É um romance epistolar, isto é, a narração se desenvolve por cartas escritas primeiro a Deus e depois é uma correspondência trocada entre irmãs desde a adolescência até a meia idade.
A história começa numa pequena cidade da Georgia em 1906 quando Celie, uma menina de 14 anos, é estuprada seguidamente pelo pai, gerando dois filhos. Em outra violência o pai se desfaz das crianças e ainda oferece a irmã mais nova Nettie, em casamento para Sinhô, um senhor viúvo. Ela, por amor e proteção à irmã, se oferece para casar no lugar dela. É feita quase que uma escrava para cuidar da casa e filhos do primeiro casamento dele. Enquanto ele é apaixonado por Doci Avery uma sedutora cantora de blues. Celie, por não ter com quem compartilhar a dor, escreve cartas a Deus. Para piorar a situação Sinhô, acolhe a amante em casa para que Celie recupere a sua debilitada saúde.
É partir desse ponto que a história ganha nova configuração com a descoberta de Celie por outra opção sexual, tomada de consciência da dignidade e conquista da autoestima.
Posteriormente passa a receber cartas da irmã que eram escondidas pelo violento Sinhô e finalmente escreve cartas à irmã.

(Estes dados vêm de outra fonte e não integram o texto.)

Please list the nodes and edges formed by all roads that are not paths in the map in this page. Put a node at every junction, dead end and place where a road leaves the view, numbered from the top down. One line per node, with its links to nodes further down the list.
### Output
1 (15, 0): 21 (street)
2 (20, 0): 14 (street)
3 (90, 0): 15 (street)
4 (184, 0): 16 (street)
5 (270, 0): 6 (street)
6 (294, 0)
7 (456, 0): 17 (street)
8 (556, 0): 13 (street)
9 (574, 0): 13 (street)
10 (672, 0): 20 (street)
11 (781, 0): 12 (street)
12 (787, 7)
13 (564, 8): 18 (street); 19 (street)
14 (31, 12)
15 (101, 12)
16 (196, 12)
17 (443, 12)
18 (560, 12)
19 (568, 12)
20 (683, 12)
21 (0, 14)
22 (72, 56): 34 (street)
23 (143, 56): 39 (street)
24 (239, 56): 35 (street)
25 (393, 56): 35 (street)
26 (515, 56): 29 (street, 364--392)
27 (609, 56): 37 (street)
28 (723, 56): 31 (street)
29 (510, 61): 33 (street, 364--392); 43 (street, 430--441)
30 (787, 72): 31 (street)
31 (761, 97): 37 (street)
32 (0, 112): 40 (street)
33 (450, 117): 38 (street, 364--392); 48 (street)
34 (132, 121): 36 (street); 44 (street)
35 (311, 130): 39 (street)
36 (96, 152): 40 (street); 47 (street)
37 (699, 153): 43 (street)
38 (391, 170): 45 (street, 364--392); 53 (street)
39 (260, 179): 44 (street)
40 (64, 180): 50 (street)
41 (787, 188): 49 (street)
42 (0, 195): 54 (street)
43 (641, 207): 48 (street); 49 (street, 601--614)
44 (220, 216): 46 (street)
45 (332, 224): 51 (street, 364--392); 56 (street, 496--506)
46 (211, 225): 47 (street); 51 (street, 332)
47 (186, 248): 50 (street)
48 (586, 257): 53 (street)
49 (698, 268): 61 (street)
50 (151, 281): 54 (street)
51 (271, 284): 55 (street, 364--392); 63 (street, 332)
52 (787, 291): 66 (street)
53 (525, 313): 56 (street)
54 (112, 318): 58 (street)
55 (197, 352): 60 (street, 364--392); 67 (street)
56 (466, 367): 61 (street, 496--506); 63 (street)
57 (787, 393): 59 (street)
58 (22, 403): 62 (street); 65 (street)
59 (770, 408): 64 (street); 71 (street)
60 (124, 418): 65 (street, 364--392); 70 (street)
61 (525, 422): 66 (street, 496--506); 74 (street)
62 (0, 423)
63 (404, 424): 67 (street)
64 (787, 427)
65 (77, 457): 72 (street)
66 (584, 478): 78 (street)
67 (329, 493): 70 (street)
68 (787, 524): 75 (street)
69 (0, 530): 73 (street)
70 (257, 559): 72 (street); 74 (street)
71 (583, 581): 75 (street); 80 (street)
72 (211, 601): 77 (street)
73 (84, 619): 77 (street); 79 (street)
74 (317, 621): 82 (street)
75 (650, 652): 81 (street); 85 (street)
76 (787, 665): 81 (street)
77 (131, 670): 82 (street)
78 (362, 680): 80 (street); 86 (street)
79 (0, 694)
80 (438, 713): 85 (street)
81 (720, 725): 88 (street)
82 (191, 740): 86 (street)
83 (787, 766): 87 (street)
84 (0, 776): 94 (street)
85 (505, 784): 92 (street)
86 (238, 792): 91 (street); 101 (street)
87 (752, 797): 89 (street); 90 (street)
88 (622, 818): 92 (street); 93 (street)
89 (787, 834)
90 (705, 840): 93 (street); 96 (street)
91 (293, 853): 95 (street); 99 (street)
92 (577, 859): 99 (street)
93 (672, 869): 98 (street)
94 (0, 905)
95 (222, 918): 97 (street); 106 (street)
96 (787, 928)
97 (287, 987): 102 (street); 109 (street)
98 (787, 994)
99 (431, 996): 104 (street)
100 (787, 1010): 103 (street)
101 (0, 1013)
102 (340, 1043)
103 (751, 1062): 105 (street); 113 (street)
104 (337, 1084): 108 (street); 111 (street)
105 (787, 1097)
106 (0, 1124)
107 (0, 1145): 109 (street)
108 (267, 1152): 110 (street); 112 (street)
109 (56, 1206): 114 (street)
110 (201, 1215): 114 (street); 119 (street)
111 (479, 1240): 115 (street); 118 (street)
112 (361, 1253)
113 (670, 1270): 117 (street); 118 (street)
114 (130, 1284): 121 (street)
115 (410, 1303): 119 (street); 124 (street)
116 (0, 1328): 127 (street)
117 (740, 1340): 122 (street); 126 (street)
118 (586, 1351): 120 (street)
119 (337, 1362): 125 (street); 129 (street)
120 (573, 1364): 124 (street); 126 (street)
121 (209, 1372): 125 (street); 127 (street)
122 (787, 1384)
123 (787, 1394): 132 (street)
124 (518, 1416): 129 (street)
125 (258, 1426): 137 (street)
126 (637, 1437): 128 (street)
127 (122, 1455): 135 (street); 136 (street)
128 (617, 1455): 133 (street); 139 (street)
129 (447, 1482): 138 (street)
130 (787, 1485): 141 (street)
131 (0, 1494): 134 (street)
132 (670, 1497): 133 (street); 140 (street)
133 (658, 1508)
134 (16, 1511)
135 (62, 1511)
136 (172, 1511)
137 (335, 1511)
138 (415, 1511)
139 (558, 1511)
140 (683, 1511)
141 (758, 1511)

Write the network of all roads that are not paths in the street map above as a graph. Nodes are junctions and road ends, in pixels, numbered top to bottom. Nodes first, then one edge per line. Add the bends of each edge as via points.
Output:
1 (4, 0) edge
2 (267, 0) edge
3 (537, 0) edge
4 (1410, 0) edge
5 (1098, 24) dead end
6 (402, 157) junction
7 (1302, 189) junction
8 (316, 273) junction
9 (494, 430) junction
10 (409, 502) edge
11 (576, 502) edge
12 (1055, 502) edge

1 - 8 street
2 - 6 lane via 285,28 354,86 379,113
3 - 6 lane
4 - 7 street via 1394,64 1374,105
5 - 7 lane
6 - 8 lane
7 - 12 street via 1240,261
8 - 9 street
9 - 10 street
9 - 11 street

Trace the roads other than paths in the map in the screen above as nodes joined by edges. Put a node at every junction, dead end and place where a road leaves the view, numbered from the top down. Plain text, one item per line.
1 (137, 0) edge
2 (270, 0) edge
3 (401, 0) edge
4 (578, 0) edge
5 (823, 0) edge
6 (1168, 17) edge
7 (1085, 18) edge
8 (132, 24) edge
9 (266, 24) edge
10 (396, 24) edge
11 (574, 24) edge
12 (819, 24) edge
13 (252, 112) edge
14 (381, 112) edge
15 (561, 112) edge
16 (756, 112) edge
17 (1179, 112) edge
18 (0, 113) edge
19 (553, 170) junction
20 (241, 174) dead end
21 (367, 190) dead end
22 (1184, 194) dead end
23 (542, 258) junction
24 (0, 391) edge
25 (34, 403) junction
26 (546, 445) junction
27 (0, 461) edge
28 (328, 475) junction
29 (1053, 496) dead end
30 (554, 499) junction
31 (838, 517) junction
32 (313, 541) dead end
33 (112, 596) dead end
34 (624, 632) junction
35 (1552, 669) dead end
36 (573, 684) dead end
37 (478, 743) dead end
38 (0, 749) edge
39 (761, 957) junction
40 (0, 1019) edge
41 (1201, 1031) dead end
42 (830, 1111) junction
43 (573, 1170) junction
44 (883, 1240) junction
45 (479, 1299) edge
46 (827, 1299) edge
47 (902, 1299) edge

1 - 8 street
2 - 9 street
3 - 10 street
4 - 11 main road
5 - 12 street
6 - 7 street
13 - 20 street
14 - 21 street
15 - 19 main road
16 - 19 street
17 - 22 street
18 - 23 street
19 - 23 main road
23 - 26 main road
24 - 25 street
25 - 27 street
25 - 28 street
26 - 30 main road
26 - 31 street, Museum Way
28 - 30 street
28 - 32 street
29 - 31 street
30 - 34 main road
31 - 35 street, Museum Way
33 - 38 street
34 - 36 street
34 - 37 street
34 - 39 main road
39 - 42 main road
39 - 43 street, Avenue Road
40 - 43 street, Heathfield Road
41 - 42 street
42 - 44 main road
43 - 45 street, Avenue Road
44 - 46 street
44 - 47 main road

Apesar da apesar da abolição norteamericana ter sido proclamada em 1863 – Proclamação de Emancipação por Abraham Lincoln – ela não foi capaz de extinguir a humilhação e a violência aos negros nos Estados Unidos. Talvez até tenha motivado a criação de sociedades secretas como a temida Ku Klux Klan que objetivava manter o domínio dos brancos sobre os negros. A discriminação social foi tão grande que somente em 1967, mais de cem anos depois é que foram anuladas as últimas leis de proibição de casamentos interraciais.
É uma história pesada, dolorosa, retratando toda uma época de subjugação da mulher pelo homem e do negro pelo branco. Mas é uma grande história quando mostra a força e a superação triunfantes.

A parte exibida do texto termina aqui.